High Capacity Reversible Data Hiding for Encrypted 3D Mesh Models Based on Topology
Yun Tang, Lulu Cheng, Wanli Lyv, Zhaoxia Yin
TL;DR
The paper addresses high-capacity reversible data hiding in encrypted 3D mesh models by introducing a topology-aware framework that partitions vertices into embedding and prediction sets, uses integer mapping for coordinates, and records prediction errors to maximize payload capacity. Data is encrypted with a stream cipher and embedded into the encrypted mesh, enabling lossless data extraction and original-model recovery when the correct keys are available, with separable extraction and recovery. Experimental results show state-of-the-art embedding rates and preserved visual fidelity on several meshes and the Princeton dataset, indicating practical applicability for privacy-preserving 3D mesh data hiding. The work highlights the advantages of leveraging model topology to boost capacity while maintaining low computational cost compared to homomorphic approaches.
Abstract
Reversible data hiding in encrypted domain(RDH-ED) can not only protect the privacy of 3D mesh models and embed additional data, but also recover original models and extract additional data losslessly. However, due to the insufficient use of model topology, the existing methods have not achieved satisfactory results in terms of embedding capacity. To further improve the capacity, a RDH-ED method is proposed based on the topology of the 3D mesh models, which divides the vertices into two parts: embedding set and prediction set.
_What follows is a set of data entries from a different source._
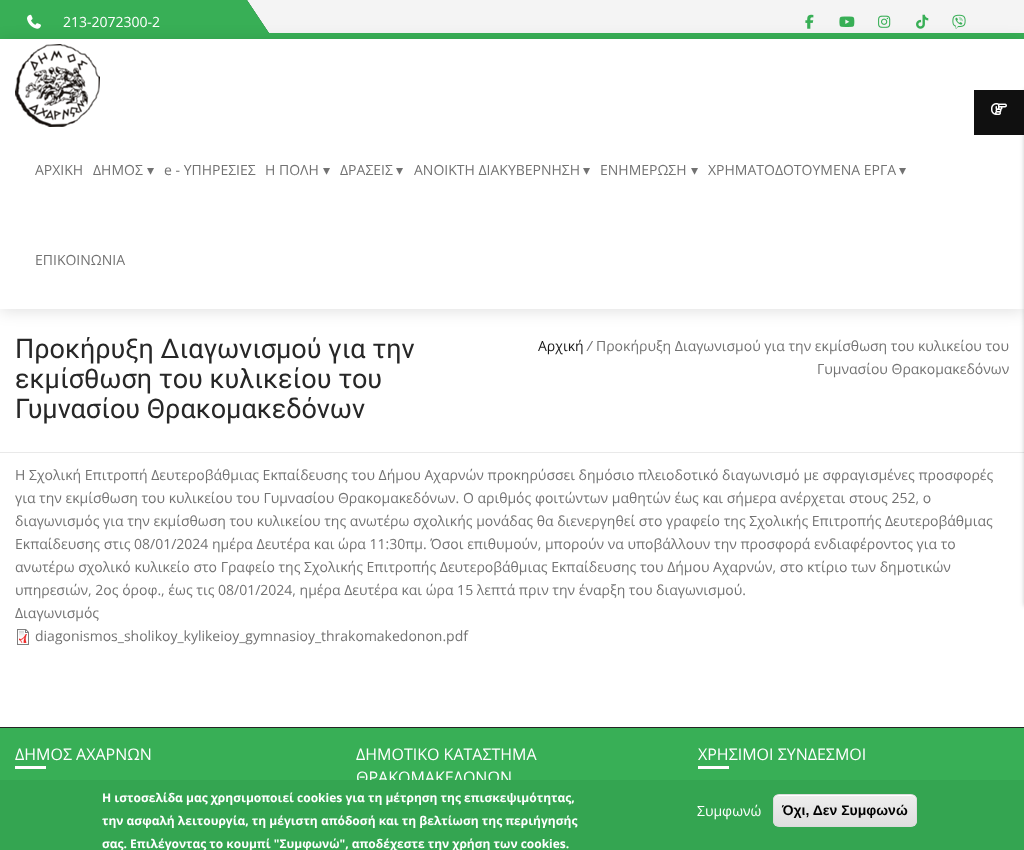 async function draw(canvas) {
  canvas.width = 1024
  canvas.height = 850
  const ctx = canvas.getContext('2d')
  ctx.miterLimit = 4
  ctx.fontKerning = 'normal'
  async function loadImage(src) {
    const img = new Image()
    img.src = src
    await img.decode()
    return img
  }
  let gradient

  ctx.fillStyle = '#fff'
  ctx.fillRect(0, 0, 1024, 850)
  ctx.fillStyle = '#38af56'
  ctx.fillRect(0, 33, 1024, 6)
  ctx.fillStyle = '#f4f4f4'
  ctx.fillRect(247, 0, 777, 33)
  ctx.drawImage(await loadImage('image0.png'), 0, 0, 15, 33)
  ctx.drawImage(await loadImage('image1.png'), 15, 0, 254, 33)
  ctx.drawImage(await loadImage('image2.png'), 27, 14, 14, 15)
  ctx.font = '14px Open Sans'
  ctx.fillStyle = '#fff'
  ctx.fillText('213-2072300-2', 63, 27)
  ctx.drawImage(await loadImage('image3.png'), 805, 14, 9, 15)
  ctx.drawImage(await loadImage('image4.png'), 839, 16, 16, 11)
  ctx.drawImage(await loadImage('image5.png'), 878, 15, 13, 13)
  ctx.drawImage(await loadImage('image6.png'), 916, 14, 13, 15)
  ctx.drawImage(await loadImage('image7.png'), 952, 14, 14, 15)
  ctx.save()
  ctx.beginPath()
  ctx.moveTo(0, 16)
  ctx.lineTo(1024, 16)
  ctx.lineTo(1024, 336)
  ctx.lineTo(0, 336)
  ctx.closePath()
  ctx.moveTo(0, 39)
  ctx.lineTo(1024, 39)
  ctx.lineTo(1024, 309)
  ctx.lineTo(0, 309)
  ctx.closePath()
  ctx.clip('evenodd')
  ctx.fillStyle = '#0000001f'
  ctx.filter = 'blur(8px)'
  ctx.beginPath()
  ctx.rect(0, 41, 1024, 270)
  ctx.fill()
  ctx.filter = 'none'
  ctx.restore()
  ctx.drawImage(await loadImage('image8.png'), 15, 44, 85, 83)
  ctx.fillStyle = '#727272'
  ctx.fillText('ΑΡΧΙΚΗ', 35, 175)
  ctx.fillText('ΔΗΜΟΣ', 93, 175)
  ctx.font = '14px DejaVu Sans'
  ctx.fillText('▾', 147, 175)
  ctx.font = '14px Open Sans'
  ctx.fillText('e - ΥΠΗΡΕΣΙΕΣ', 164, 175)
  ctx.fillText('Η ΠΟΛΗ', 265, 175)
  ctx.font = '14px DejaVu Sans'
  ctx.fillText('▾', 323, 175)
  ctx.font = '14px Open Sans'
  ctx.fillText('ΔΡΑΣΕΙΣ', 340, 175)
  ctx.font = '14px DejaVu Sans'
  ctx.fillText('▾', 396, 175)
  ctx.font = '14px Open Sans'
  ctx.fillText('ΑΝΟΙΚΤΗ ΔΙΑΚΥΒΕΡΝΗΣΗ', 414, 175)
  ctx.font = '14px DejaVu Sans'
  ctx.fillText('▾', 583, 175)
  ctx.font = '14px Open Sans'
  ctx.fillText('ΕΝΗΜΕΡΩΣΗ', 600, 175)
  ctx.font = '14px DejaVu Sans'
  ctx.fillText('▾', 691, 175)
  ctx.font = '14px Open Sans'
  ctx.fillText('ΧΡΗΜΑΤΟΔΟΤΟΥΜΕΝΑ ΕΡΓΑ', 708, 175)
  ctx.font = '14px DejaVu Sans'
  ctx.fillText('▾', 899, 175)
  ctx.font = '14px Open Sans'
  ctx.fillText('ΕΠΙΚΟΙΝΩΝΙΑ', 35, 265)
  ctx.fillStyle = '#e9e9e9'
  ctx.fillRect(0, 452, 1024, 1)
  ctx.font = '27px Roboto'
  ctx.fillStyle = '#272727'
  ctx.fillText('Προκήρυξη Διαγωνισμού για την', 15, 358)
  ctx.fillText('εκμίσθωση του κυλικείου του', 15, 388)
  ctx.fillText('Γυμνασίου Θρακομακεδόνων', 15, 418)
  ctx.font = '14px Open Sans'
  ctx.fillStyle = '#161616'
  ctx.fillText('Αρχική', 538, 351)
  ctx.font = 'italic 14px Open Sans'
  ctx.fillStyle = '#727272'
  ctx.fillText('/', 587, 351)
  ctx.font = '14px Open Sans'
  ctx.fillText('Προκήρυξη Διαγωνισμού για την εκμίσθωση του κυλικείου του', 596, 351)
  ctx.fillText('Γυμνασίου Θρακομακεδόνων', 817, 374)
  ctx.fillText('Η Σχολική Επιτροπή Δευτεροβάθμιας Εκπαίδευσης του Δήμου Αχαρνών προκηρύσσει δημόσιο πλειοδοτικό διαγωνισμό με σφραγισμένες προσφορές', 15, 480)
  ctx.fillText('για την εκμίσθωση του κυλικείου του Γυμνασίου Θρακομακεδόνων. Ο αριθμός φοιτώντων μαθητών έως και σήμερα ανέρχεται στους 252, ο', 15, 503)
  ctx.fillText('διαγωνισμός για την εκμίσθωση του κυλικείου της ανωτέρω σχολικής μονάδας θα διενεργηθεί στο γραφείο της Σχολικής Επιτροπής Δευτεροβάθμιας', 15, 526)
  ctx.fillText('Εκπαίδευσης στις 08/01/2024 ημέρα Δευτέρα και ώρα 11:30πμ. Όσοι επιθυμούν, μπορούν να υποβάλλουν την προσφορά ενδιαφέροντος για το', 15, 549)
  ctx.fillText('ανωτέρω σχολικό κυλικείο στο Γραφείο της Σχολικής Επιτροπής Δευτεροβάθμιας Εκπαίδευσης του Δήμου Αχαρνών, στο κτίριο των δημοτικών', 15, 572)
  ctx.fillText('υπηρεσιών, 2ος όροφ., έως τις 08/01/2024, ημέρα Δευτέρα και ώρα 15 λεπτά πριν την έναρξη του διαγωνισμού.', 15, 595)
  ctx.fillText('Διαγωνισμός', 15, 618)
  ctx.drawImage(await loadImage('image9.png'), 17, 629, 12, 16)
  ctx.fillText('diagonismos_sholikoy_kylikeioy_gymnasioy_thrakomakedonon.pdf', 35, 641)
  ctx.fillStyle = '#38af56'
  ctx.fillRect(0, 728, 1024, 52)
  ctx.fillStyle = '#242424'
  ctx.fillRect(0, 727, 1024, 1)
  ctx.font = '16px Open Sans'
  ctx.fillStyle = '#fff'
  ctx.fillText('ΔΗΜΟΣ ΑΧΑΡΝΩΝ', 15, 760)
  ctx.fillRect(15, 766, 31, 3)
  ctx.fillText('ΔΗΜΟΤΙΚΟ ΚΑΤΑΣΤΗΜΑ', 356, 760)
  ctx.fillText('ΘΡΑΚΟΜΑΚΕΔΟΝΩΝ', 356, 783)
  ctx.fillText('ΧΡΗΣΙΜΟΙ ΣΥΝΔΕΣΜΟΙ', 698, 760)
  ctx.fillRect(698, 766, 31, 3)
  ctx.fillStyle = '#00000033'
  ctx.filter = 'blur(2px)'
  ctx.beginPath()
  ctx.rect(1024, 90, 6, 516)
  ctx.fill()
  ctx.filter = 'none'
  ctx.fillStyle = '#101010'
  ctx.fillRect(974, 90, 50, 45)
  ctx.drawImage(await loadImage('image10.png'), 991, 103, 16, 12)
  ctx.fillStyle = '#34a551'
  ctx.fillRect(0, 780, 1024, 70)
  ctx.font = 'bold 12px Open Sans'
  ctx.fillStyle = '#fff'
  ctx.fillText('Η ιστοσελίδα μας χρησιμοποιεί cookies για τη μέτρηση της επισκεψιμότητας,', 102, 802)
  ctx.fillText('την ασφαλή λειτουργία, τη μέγιστη απόδοσή και τη βελτίωση της περιήγησής', 102, 825)
  ctx.fillText('σας. Επιλέγοντας το κουμπί "Συμφωνώ", αποδέχεστε την χρήση των cookies.', 102, 848)
  ctx.font = '14px Open Sans'
  ctx.fillText('Συμφωνώ', 697, 816)
  ctx.save()
  ctx.beginPath()
  ctx.roundRect(773, 794, 144, 33, 6)
  ctx.clip()
  gradient = ctx.createLinearGradient(845, 795, 845, 826)
  gradient.addColorStop(0.05, '#ededed')
  gradient.addColorStop(1, '#dfdfdf')
  ctx.fillStyle = gradient
  ctx.fillRect(773, 795, 144, 31)
  ctx.restore()
  ctx.beginPath()
  ctx.moveTo(779, 796)
  ctx.lineTo(911, 796)
  ctx.bezierCurveTo(914, 796, 916, 798, 916, 801)
  ctx.lineTo(916, 800)
  ctx.bezierCurveTo(916, 797, 914, 795, 911, 795)
  ctx.lineTo(779, 795)
  ctx.bezierCurveTo(776, 795, 774, 797, 774, 800)
  ctx.lineTo(774, 801)
  ctx.bezierCurveTo(774, 798, 776, 796, 779, 796)
  ctx.closePath()
  ctx.fill()
  ctx.beginPath()
  ctx.roundRect(773.5, 794.5, 143, 32, 5.5)
  ctx.strokeStyle = '#dcdcdc'
  ctx.stroke()
  ctx.font = 'bold 14px Liberation Sans'
  ctx.fillStyle = '#000'
  ctx.fillText('Όχι, Δεν Συμφωνώ', 782, 815)
}

draw(document.querySelector('canvas'))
And after integer mapping, the embedding ability of the embedding set is calculated by the prediction set. It is then passed to the data hider for embedding additional data. Finally, the additional data and the original models can be extracted and recovered respectively by the receiver with the correct keys. Experiments declare that compared with the existing methods, this method can obtain the highest embedding capacity.